Hadley School adaptive chess board closeup
Once M.S. got past the basic course, we started playing, and it quickly became part of our Saturday night routine. At first, I was serving very much as a tutor: making suggestions, warning of potential problems, allowing lots of take-backs. But while that was going on, M.S. was working through the strategy and principles course, reading through famous games, learning ways to understand what's going on that are well beyond my ken. I've never, as I said, studied chess (I studied Go and Shogi a bit, but it really doesn't help), and I haven't played regularly since high school. (Yeah, I was one of the geeks playing chess in the lunchroom and the library -- not a club, but regulars. We invented variations, like teleporting pieces to random places [the eight-sided D&D dice {I said I was a geek} came in handy] once a game instead of moving them.) As time has passed, I've been giving M.S. less and less advice and fewer take-backs. Two weeks ago we had our first game in which I basically gave no advice at all and M.S. never had to retract a move; in fact, the one truly dumb move of the game was my attempt to be aggressive and clever with a bishop, forgetting to note the plethora of pawns with which said bishop could be removed from its forward position; I still won, but it was a tight game most of the way.

In between our Saturday nights (and we don't make it every week, either), M.S. has been playing e-mail games with other members of the United States Braille Chess Association, and getting lots of great feedback and advice from some of their better players.
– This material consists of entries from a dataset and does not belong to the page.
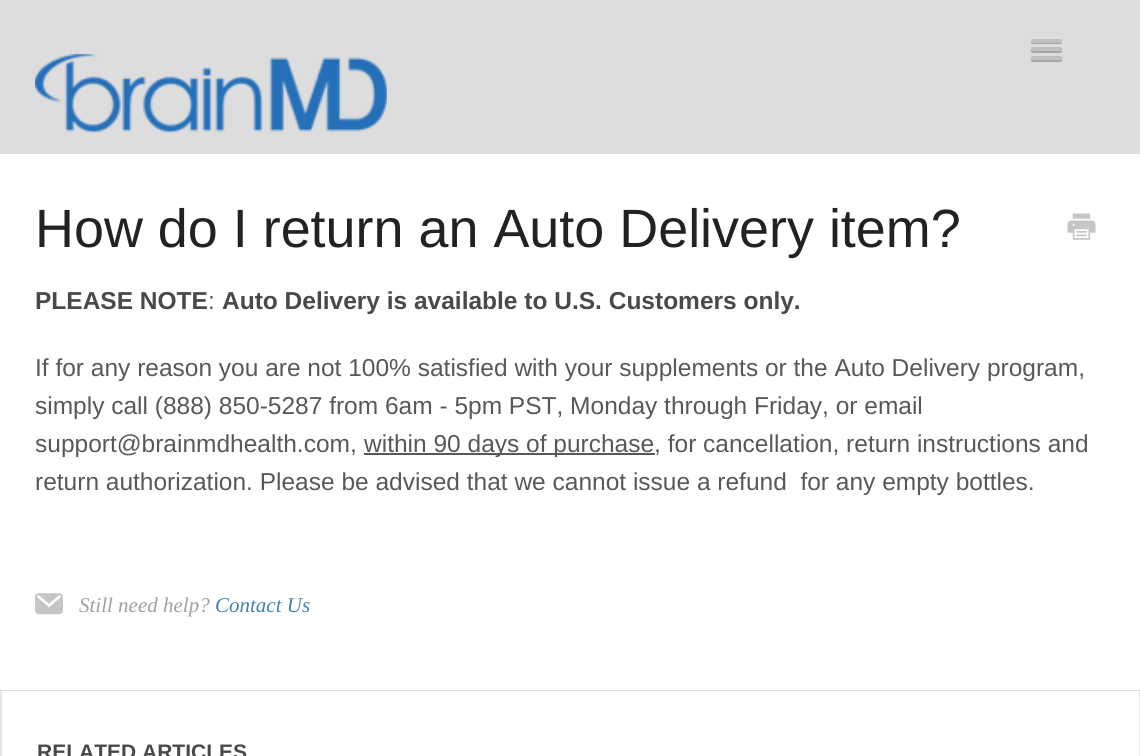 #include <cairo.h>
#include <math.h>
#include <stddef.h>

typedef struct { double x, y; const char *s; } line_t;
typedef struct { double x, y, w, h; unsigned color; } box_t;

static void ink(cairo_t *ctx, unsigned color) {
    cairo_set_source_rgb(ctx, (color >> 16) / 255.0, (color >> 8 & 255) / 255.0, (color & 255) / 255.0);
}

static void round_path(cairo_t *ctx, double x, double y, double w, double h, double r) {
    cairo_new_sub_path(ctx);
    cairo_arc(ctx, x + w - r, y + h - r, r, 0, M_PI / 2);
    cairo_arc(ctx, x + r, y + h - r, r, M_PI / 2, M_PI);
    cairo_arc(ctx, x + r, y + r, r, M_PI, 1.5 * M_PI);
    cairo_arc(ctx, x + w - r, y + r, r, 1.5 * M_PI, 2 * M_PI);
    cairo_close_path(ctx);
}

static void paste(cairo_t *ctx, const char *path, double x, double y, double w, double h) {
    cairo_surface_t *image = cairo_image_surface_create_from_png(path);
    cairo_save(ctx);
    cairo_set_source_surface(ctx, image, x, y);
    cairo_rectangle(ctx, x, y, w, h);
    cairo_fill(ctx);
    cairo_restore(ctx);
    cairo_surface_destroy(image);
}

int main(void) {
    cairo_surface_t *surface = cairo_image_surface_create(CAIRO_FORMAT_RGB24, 1140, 756);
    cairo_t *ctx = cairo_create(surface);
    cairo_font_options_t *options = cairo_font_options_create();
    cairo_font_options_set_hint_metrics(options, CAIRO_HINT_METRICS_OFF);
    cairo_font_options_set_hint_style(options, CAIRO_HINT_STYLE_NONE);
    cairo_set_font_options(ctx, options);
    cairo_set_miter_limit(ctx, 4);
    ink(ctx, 0xDDDDDD);
    cairo_paint(ctx);
    ink(ctx, 0xA6A6A6);
    cairo_new_path(ctx);
    cairo_move_to(ctx, 1031, 41.5);
    cairo_curve_to(ctx, 1030, 45, 1036.5, 44, 1037.5, 44);
    cairo_line_to(ctx, 1055.5, 44);
    cairo_curve_to(ctx, 1056.5, 44, 1063, 45, 1062, 41.5);
    cairo_line_to(ctx, 1060.5, 42);
    cairo_line_to(ctx, 1032.5, 42);
    cairo_close_path(ctx);
    cairo_fill(ctx);
    ink(ctx, 0xC0C0C0);
    round_path(ctx, 1031, 39, 31, 4, 2);
    cairo_fill(ctx);
    ink(ctx, 0xA6A6A6);
    cairo_new_path(ctx);
    cairo_move_to(ctx, 1031, 50);
    cairo_curve_to(ctx, 1029.5, 54, 1036.5, 53, 1037.5, 53);
    cairo_line_to(ctx, 1055.5, 53);
    cairo_curve_to(ctx, 1056.5, 53, 1063.5, 54, 1062, 50);
    cairo_line_to(ctx, 1060.5, 50.5);
    cairo_line_to(ctx, 1032.5, 50.5);
    cairo_close_path(ctx);
    cairo_fill(ctx);
    ink(ctx, 0xC0C0C0);
    round_path(ctx, 1031, 47, 31, 4, 2);
    cairo_fill(ctx);
    ink(ctx, 0xA6A6A6);
    cairo_new_path(ctx);
    cairo_move_to(ctx, 1031.5, 59);
    cairo_curve_to(ctx, 1029, 63, 1037, 62, 1037.5, 62);
    cairo_line_to(ctx, 1055.5, 62);
    cairo_curve_to(ctx, 1056, 62, 1064, 63, 1061.5, 59);
    cairo_line_to(ctx, 1060.5, 59.5);
    cairo_line_to(ctx, 1032.5, 59.5);
    cairo_close_path(ctx);
    cairo_fill(ctx);
    ink(ctx, 0xC0C0C0);
    round_path(ctx, 1031, 56, 31, 4, 2);
    cairo_fill(ctx);
    paste(ctx, "media/1.png", 35, 54, 352, 79);
    ink(ctx, 0xFFFFFF);
    cairo_rectangle(ctx, 0, 154, 1140, 536);
    cairo_fill(ctx);
    cairo_select_font_face(ctx, "Liberation Sans", CAIRO_FONT_SLANT_NORMAL, CAIRO_FONT_WEIGHT_NORMAL);
    cairo_set_font_size(ctx, 53.9);
    ink(ctx, 0x222222);
    cairo_move_to(ctx, 35, 247);
    cairo_show_text(ctx, "How do I return an Auto Delivery item?");
    paste(ctx, "media/2.png", 1067, 213, 29, 27);
    cairo_select_font_face(ctx, "Liberation Sans", CAIRO_FONT_SLANT_NORMAL, CAIRO_FONT_WEIGHT_BOLD);
    cairo_set_font_size(ctx, 24.5);
    ink(ctx, 0x494949);
    cairo_move_to(ctx, 35, 309);
    cairo_show_text(ctx, "PLEASE NOTE");
    cairo_select_font_face(ctx, "Liberation Sans", CAIRO_FONT_SLANT_NORMAL, CAIRO_FONT_WEIGHT_NORMAL);
    ink(ctx, 0x585858);
    cairo_move_to(ctx, 208, 309);
    cairo_show_text(ctx, ":");
    cairo_select_font_face(ctx, "Liberation Sans", CAIRO_FONT_SLANT_NORMAL, CAIRO_FONT_WEIGHT_BOLD);
    ink(ctx, 0x494949);
    cairo_move_to(ctx, 222, 309);
    cairo_show_text(ctx, "Auto Delivery is available to U.S. Customers only.");
    cairo_select_font_face(ctx, "Liberation Sans", CAIRO_FONT_SLANT_NORMAL, CAIRO_FONT_WEIGHT_NORMAL);
    ink(ctx, 0x585858);
    {
        static const line_t items[] = {
            {35, 376, "If for any reason you are not 100% satisfied with your supplements or the Auto Delivery program,"},
            {35, 414, "simply call (888) 850-5287 from 6am - 5pm PST, Monday through Friday, or email"},
            {35, 452, "support@brainmdhealth.com,"},
        };
        for (size_t i = 0; i < sizeof items / sizeof *items; i++) {
            cairo_move_to(ctx, items[i].x, items[i].y);
            cairo_show_text(ctx, items[i].s);
        }
    }
    cairo_rectangle(ctx, 364, 453, 291, 2);
    cairo_fill(ctx);
    cairo_move_to(ctx, 364, 452);
    cairo_show_text(ctx, "within 90 days of purchase, for cancellation, return instructions and");
    cairo_move_to(ctx, 35, 490);
    cairo_show_text(ctx, "return authorization. Please be advised that we cannot issue a refund  for any empty bottles.");
    paste(ctx, "media/3.png", 35, 593, 28, 22);
    cairo_select_font_face(ctx, "Liberation Serif", CAIRO_FONT_SLANT_ITALIC, CAIRO_FONT_WEIGHT_NORMAL);
    cairo_set_font_size(ctx, 21);
    ink(ctx, 0xA0A0A0);
    cairo_move_to(ctx, 79, 612);
    cairo_show_text(ctx, "Still need help?");
    ink(ctx, 0x4381B5);
    cairo_move_to(ctx, 215, 612);
    cairo_show_text(ctx, "Contact Us");
    {
        static const box_t items[] = {
            {2, 691, 1137, 65, 0xFFFFFF},
            {1139, 691, 1, 65, 0xE9E5E5},
            {0, 691, 2, 65, 0xE9E5E5},
        };
        for (size_t i = 0; i < sizeof items / sizeof *items; i++) {
            ink(ctx, items[i].color);
            cairo_rectangle(ctx, items[i].x, items[i].y, items[i].w, items[i].h);
            cairo_fill(ctx);
        }
    }
    cairo_select_font_face(ctx, "Liberation Sans", CAIRO_FONT_SLANT_NORMAL, CAIRO_FONT_WEIGHT_BOLD);
    ink(ctx, 0x494949);
    cairo_move_to(ctx, 37, 759);
    cairo_show_text(ctx, "RELATED ARTICLES");
    cairo_surface_write_to_png(surface, "image.png");
    cairo_font_options_destroy(options);
    cairo_destroy(ctx);
    cairo_surface_destroy(surface);
    return 0;
} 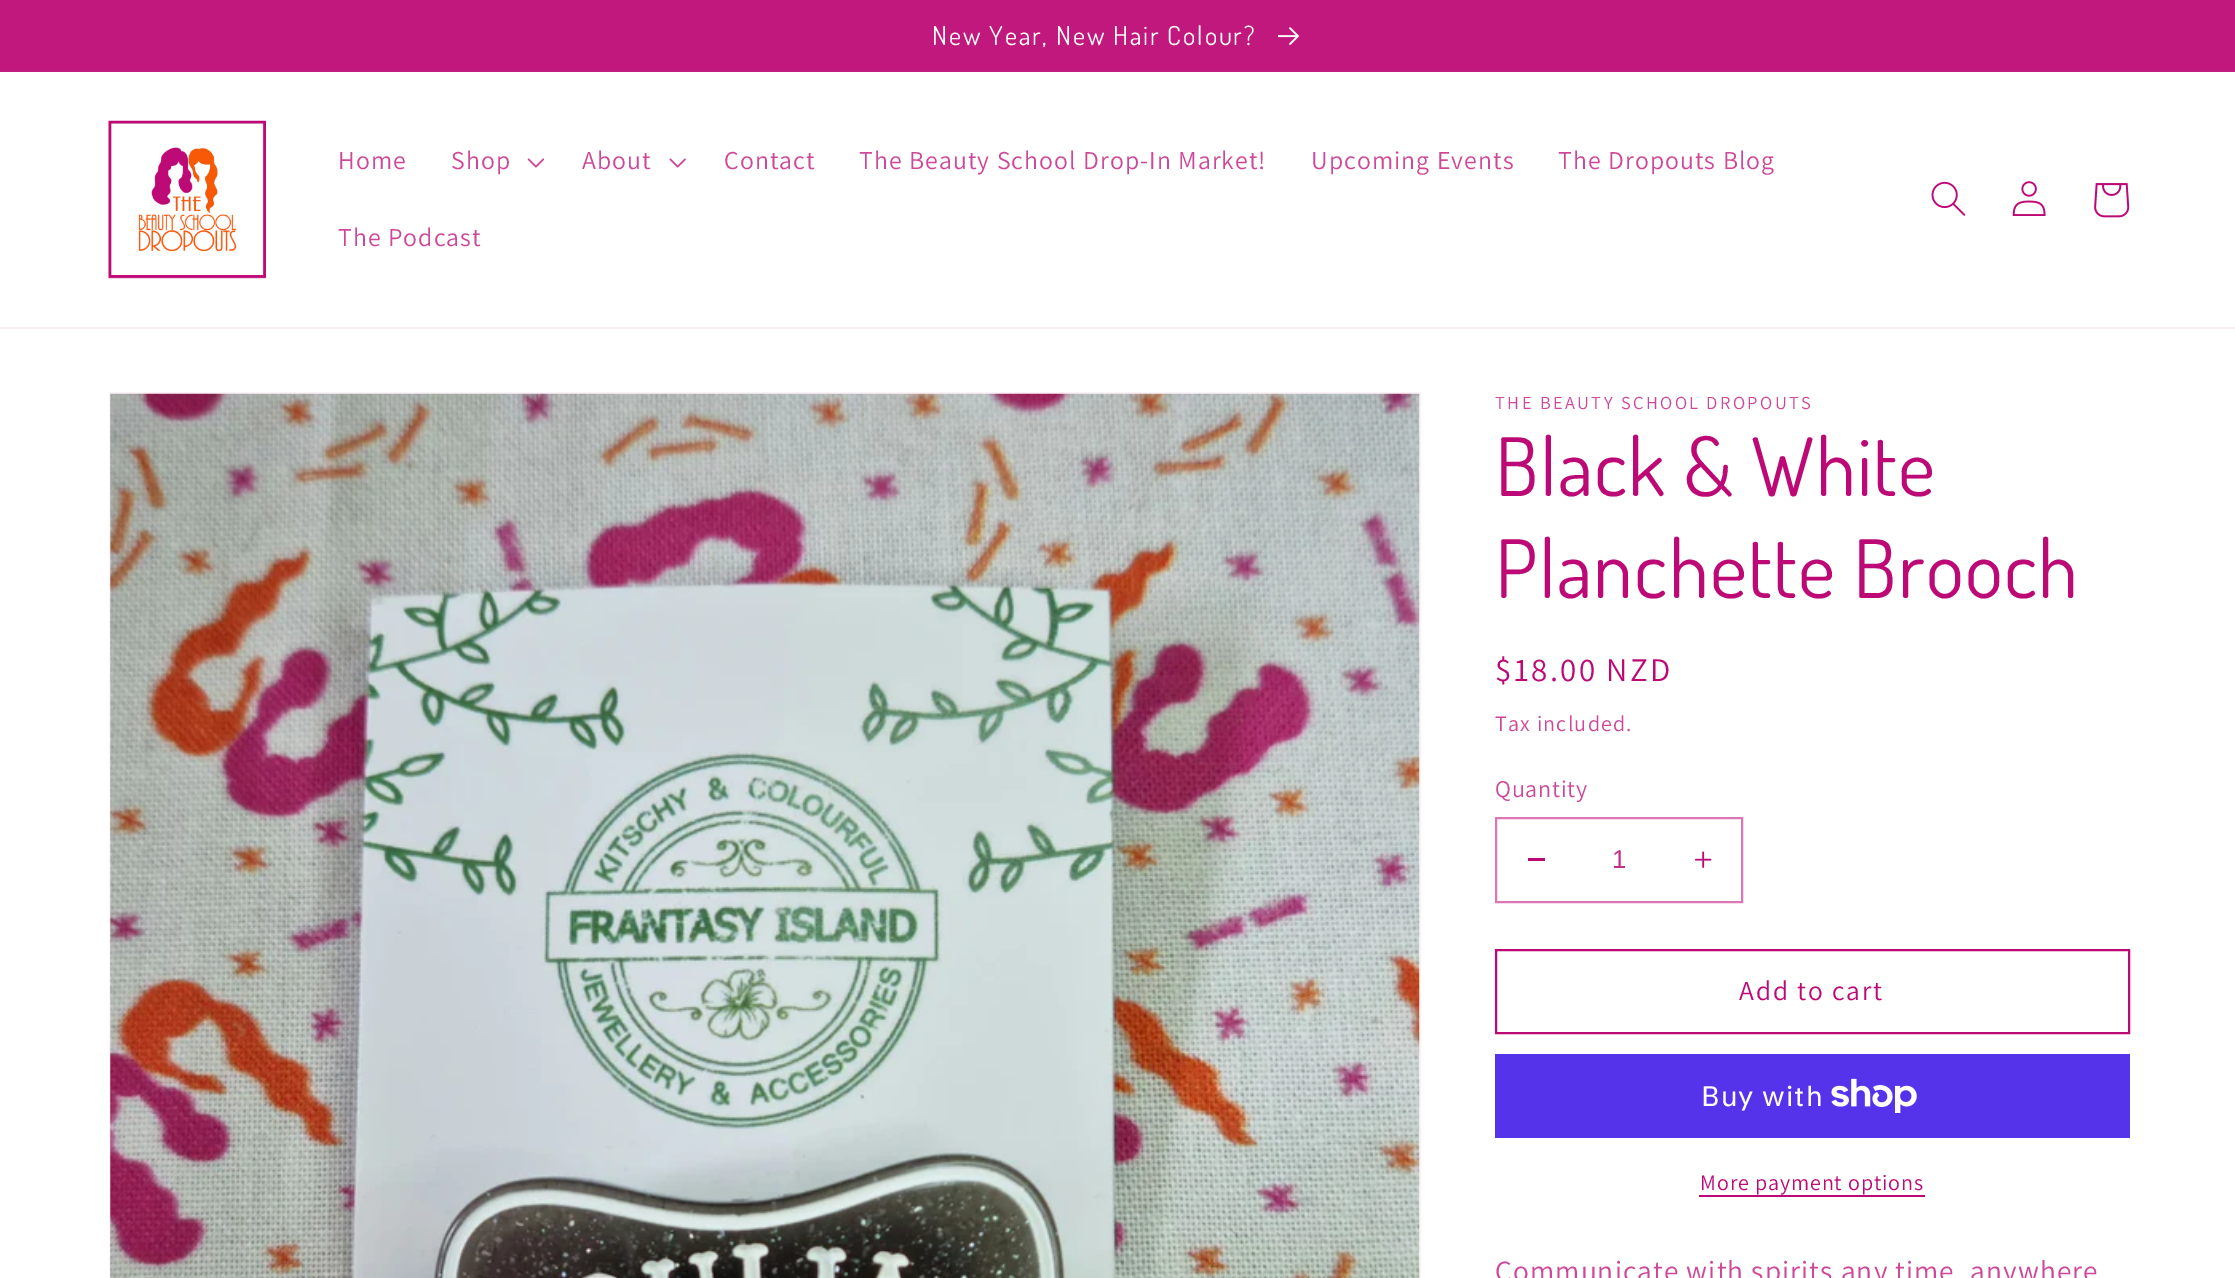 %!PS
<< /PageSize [2235 1278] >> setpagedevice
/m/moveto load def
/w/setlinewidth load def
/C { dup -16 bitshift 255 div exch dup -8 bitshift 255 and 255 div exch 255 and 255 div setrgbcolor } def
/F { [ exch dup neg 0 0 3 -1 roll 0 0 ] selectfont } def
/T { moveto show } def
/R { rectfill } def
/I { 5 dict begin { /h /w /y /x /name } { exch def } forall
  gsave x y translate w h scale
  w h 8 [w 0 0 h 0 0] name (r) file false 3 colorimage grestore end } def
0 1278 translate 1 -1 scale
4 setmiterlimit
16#FFFFFF C
0 0 2235 1278 R
16#C21D81 C
0 70 2235 2 R
16#C1187E C
0 0 2235 70 R
/Dosis-Regular 26.2 F
16#FFFFFF C
932 45 m 1.85 0 (New Year, New Hair Colour?) ashow
(1.rgb) 1278 27 21 18 I
16#FAEBF4 C
0 327 2235 2 R
(2.rgb) 108 120 158 159 I
/Assistant-Regular 25.75 F
16#CE4798 C
338 169 m 1.1 0 (Home) ashow
451 169 m 1.1 0 (Shop) ashow
(3.rgb) 527 158 18 10 I
582 169 m 1.1 0 (About) ashow
(4.rgb) 669 158 17 10 I
724 169 m 1.1 0 (Contact) ashow
859 169 m 1.1 0 (The Beauty School Drop-In Market!) ashow
1311 169 m 1.1 0 (Upcoming Events) ashow
1558 169 m 1.1 0 (The Dropouts Blog) ashow
338 246 m 1.1 0 (The Podcast) ashow
(5.rgb) 1931 181 35 35 I
(6.rgb) 2012 181 34 35 I
(7.rgb) 2094 183 36 35 I
16#FCF3F8 C
2 w
110 393 1310 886 rectstroke
(8.rgb) 110 393 1310 885 I
/Assistant-Regular 18.4 F
16#CE4798 C
1495 409 m 2.4 0 (THE BEAUTY SCHOOL DROPOUTS) ashow
/Dosis-Regular 80.5 F
16#BD0976 C
1495 496 m 1.25 0 (Black & White) ashow
1495 598 m 1.25 0 (Planchette Brooch) ashow
/Assistant-Regular 33 F
1495 681 m 2.4 0 ($18.00 NZD) ashow
/Assistant-Regular 22 F
16#CE4798 C
1495 731 m 1.25 0 (Tax included.) ashow
/Assistant-Regular 24 F
1495 797 m .75 0 (Quantity) ashow
16#BD0976 C
1528 858 17 3 R
(9.rgb) 1695 851 17 17 I
16#DB78B4 C
1496 818 246 84 rectstroke
/LiberationSans-Regular 25.75 F
16#C72E8B C
(1) 1612 868 T
16#BD0976 C
1496 950 633 83 rectstroke
/Assistant-Regular 27.5 F
1739 1000 m 1.85 0 (Add to cart) ashow
16#5433EB C
1495 1054 635 84 R
/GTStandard-Regular 28 F
16#FFFFFF C
1701 1106 m 1.1 0 (Buy with) ashow
(10.rgb) 1831 1078 86 35 I
/Assistant-Regular 22 F
16#BD0976 C
1700 1190 m .9 0 (More payment options) ashow
1699 1195 226 2 R
/Assistant-Regular 29.4 F
16#CE4798 C
1495 1281 m 1.1 0 (Communicate with spirits any time, anywhere) ashow
showpage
Then there's the talking computer chess game, which M.S. uses to practice particular strategies and focus on error-free play. I don't think I'm going to win too many more before I start losing, and I actually expect to start losing big. M.S. is more careful than I am, more likely to take time to think things through, more devoted to practice and rapidly getting a really good feel for the board and the flow of the game.

It's been fun for all of us. Little Anachronism likes to play the talking computer chess on the lowest setting and M.S. follows along on the board to provide advice and practice position reading. We've added a new dimension to our relationship, and M.S. feels like the mental exercise is really worthwhile. Disabled or not: chess is a great game!

Now, go read the rest of the Blogging Against Disabilism Day posts and have a great May Day!


Penny L. Richards said...

Thanks for the detailed description--and the close-up photo. It's the combination of adaptations, isn't it? Not just one design change, but a whole list of creative "tweaks", that makes it work so well. Very cool.

D&D dice? Hmmmmm..... that might make a lot of games more interesting, from Candyland (shudder) to Scrabble....

Attila the Mom said...

I've always wanted to learn how to play chess. Loved your description. I really don't have any excuses any more. :-)

Thanks for the post!

Anonymous said...

Very cool. :)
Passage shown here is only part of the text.